One reviewer states:

Himes's two Harlem detectives are mythic heroes of sorts—indomitable forces of nature, their status as heavy-handed enforcers for the Man elevated to Harlem legends. So pervasive is the legend that their presence isn't needed to inspire awe or fear, mention of their name is enough. They are the law, the Man, the "mens", also a law onto themselves, using extralegal means to induce compliance.

The "extralegal means" frequently include physical brutality in the case of men suspected of violent crime, and psychological torture and intimidation with women who withhold information, such as when Grave Digger threatens to pistol-whip a woman "until no man will ever look at you again" (A Rage in Harlem), or strips another woman naked, tying her up, and making a hairline incision across her neck with a razor, then forcing her to look at the blood in a mirror.

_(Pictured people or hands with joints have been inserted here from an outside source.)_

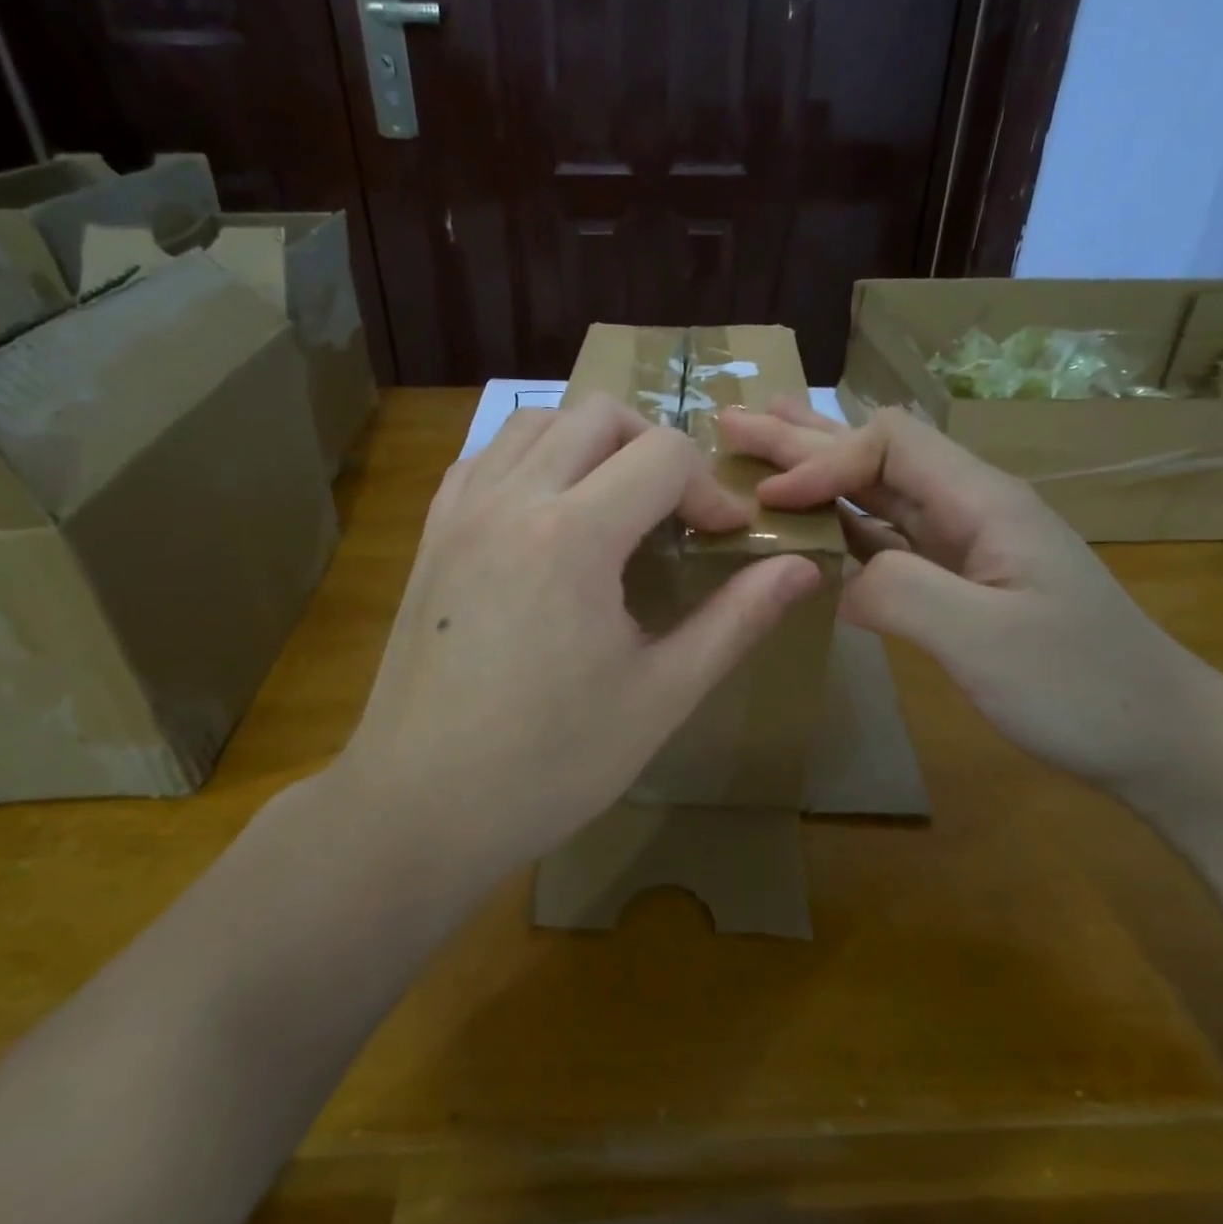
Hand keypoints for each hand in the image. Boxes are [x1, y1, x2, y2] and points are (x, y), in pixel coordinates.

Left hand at [336, 396, 822, 886]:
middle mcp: (512, 500)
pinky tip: (548, 514)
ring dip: (590, 443)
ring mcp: (461, 513)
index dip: (710, 491)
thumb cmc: (550, 764)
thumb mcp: (661, 695)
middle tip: (676, 513)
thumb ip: (736, 619)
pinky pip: (486, 459)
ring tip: (615, 502)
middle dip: (655, 449)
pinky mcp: (431, 535)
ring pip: (536, 421)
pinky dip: (531, 460)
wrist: (420, 808)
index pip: (664, 455)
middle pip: (600, 415)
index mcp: (573, 536)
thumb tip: (803, 568)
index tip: (725, 540)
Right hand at [718, 399, 1222, 799]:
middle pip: (873, 455)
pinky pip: (882, 538)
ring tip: (761, 441)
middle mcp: (966, 508)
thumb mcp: (987, 641)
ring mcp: (961, 545)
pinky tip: (808, 516)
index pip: (886, 447)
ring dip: (815, 467)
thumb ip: (902, 593)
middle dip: (801, 437)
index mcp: (981, 501)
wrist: (1157, 738)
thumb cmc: (1081, 687)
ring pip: (874, 491)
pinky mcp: (954, 581)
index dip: (821, 462)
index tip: (768, 499)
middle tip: (732, 422)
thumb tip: (832, 575)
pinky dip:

Himes attempts to portray this brutality in such a way that the reader does not wholly lose sympathy with the detectives. For example, in the throat-cutting incident, the woman was a key witness in a case where a young girl was being held hostage and threatened with death by a street gang, and Himes says of Grave Digger's actions: "He knew what he had done was unforgivable, but he couldn't stand any more lies". Jones and Johnson get away with these methods because they manage to solve high-profile cases under great pressure and because the victims of their brutality always either get killed off by other criminals, or are found to be implicated in serious crimes themselves.

Notwithstanding the above, Grave Digger and Coffin Ed have deep and genuine sympathy for the innocent victims of crime. They frequently intervene to protect their black brothers and sisters from the random and truly pointless brutality of the white cops (as portrayed by Himes). Finally, the detectives seem sympathetic because they are under constant pressure to prove themselves, as the only black detectives in a precinct where the other cops are openly racist; and the flip side of their brutality is their willingness to put their own reputations and their own lives on the line whenever the interests of justice require it.

There is abundant, and very effective, use of "black" (i.e., macabre) humor to lighten the mood of the stories, and they also contain many interesting sidelights touching on subjects as diverse as political corruption, jazz, soul food, and the sexual underside of Harlem life in that era.

==Adaptations==
Three films have been based upon novels in this series: Cotton Comes to Harlem (1970), Come Back, Charleston Blue (1972), based upon The Heat's On, and A Rage in Harlem (1991).